When this marker is applied to a test, it will cause the test to fail if the execution of the test leaks more memory than allowed. It takes a single positional argument with a string indicating the maximum memory that the test is allowed to leak.

Leaks are defined as memory that is allocated in the marked test that is not freed before leaving the test body.

The format for the string is <NUMBER> ([KMGTP]B|B). The marker will raise ValueError if the string format cannot be parsed correctly.

The marker also takes an optional keyword-only argument warmups. This argument indicates the number of times the test body (and not any of the fixtures) will be executed before the memory leak check is performed. This is useful to avoid false positives where memory allocated below the test is cached and survives the test run, as well as to account for memory allocated (and not released) by the interpreter under normal execution.

Tip

You can pass the --memray-bin-path argument to pytest to specify a directory where Memray will store the binary files with the results.

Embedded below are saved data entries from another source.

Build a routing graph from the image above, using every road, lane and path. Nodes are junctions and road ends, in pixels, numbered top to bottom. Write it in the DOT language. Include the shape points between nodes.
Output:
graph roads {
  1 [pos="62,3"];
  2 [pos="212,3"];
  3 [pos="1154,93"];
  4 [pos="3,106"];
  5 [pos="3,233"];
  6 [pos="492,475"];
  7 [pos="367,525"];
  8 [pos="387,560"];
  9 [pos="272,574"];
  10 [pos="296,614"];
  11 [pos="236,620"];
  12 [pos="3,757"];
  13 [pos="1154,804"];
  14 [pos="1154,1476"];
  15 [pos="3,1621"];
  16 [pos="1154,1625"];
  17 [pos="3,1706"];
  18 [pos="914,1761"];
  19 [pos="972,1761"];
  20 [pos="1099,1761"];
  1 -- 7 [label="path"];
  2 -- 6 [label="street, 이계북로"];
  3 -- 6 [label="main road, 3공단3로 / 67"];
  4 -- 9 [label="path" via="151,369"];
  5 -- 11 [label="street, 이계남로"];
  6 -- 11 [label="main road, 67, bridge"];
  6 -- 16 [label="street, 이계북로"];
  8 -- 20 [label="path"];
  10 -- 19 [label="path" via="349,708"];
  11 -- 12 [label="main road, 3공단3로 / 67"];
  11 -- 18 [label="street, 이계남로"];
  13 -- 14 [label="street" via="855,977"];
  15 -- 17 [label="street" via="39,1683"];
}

You can then use the memray CLI to further investigate the allocations and the leaks using any Memray reporters you'd like. Check the memray docs for more information.

Example of usage:

@pytest.mark.limit_leaks("1 MB", warmups=3)
def test_foobar():
    pass # do some stuff that cannot leak memory

Warning

Is very challenging to write tests that do not "leak" memory in some way. This marker is intended to be used to detect leaks in very simple unit tests and can be challenging to use reliably when applied to integration tests or more complex scenarios. Also, pytest itself does things that will be interpreted as leaking memory, for example:

  • pytest captures stdout/stderr by default and will not release the memory associated to these strings until the test ends. This will be interpreted as a leak.
  • pytest captures logging records by default and will not release the memory associated to these strings until the test ends. This will be interpreted as a leak.
  • Memory allocated in the test body from fixtures that is only released at fixture teardown time will be interpreted as a leak because the plugin cannot see the fixtures being deallocated.
  • The Python interpreter has some internal caches that will not be cleared when the test ends. The plugin does is best to warmup all available interpreter caches but there are some that cannot be correctly detected so you may need to allow some small amount of leaked memory or use the warmups argument to avoid false positive leak reports caused by objects that the interpreter plans to reuse later. These caches are implementation details of the interpreter, so the amount of memory allocated, the location of the allocation, and the allocator that was used can all change from one Python version to another.

For this reason, using this marker with "0B" as the maximum allowed leaked memory in tests that are not very simple unit tests will almost always require a nonzero value for the warmups argument and some times that will not be enough.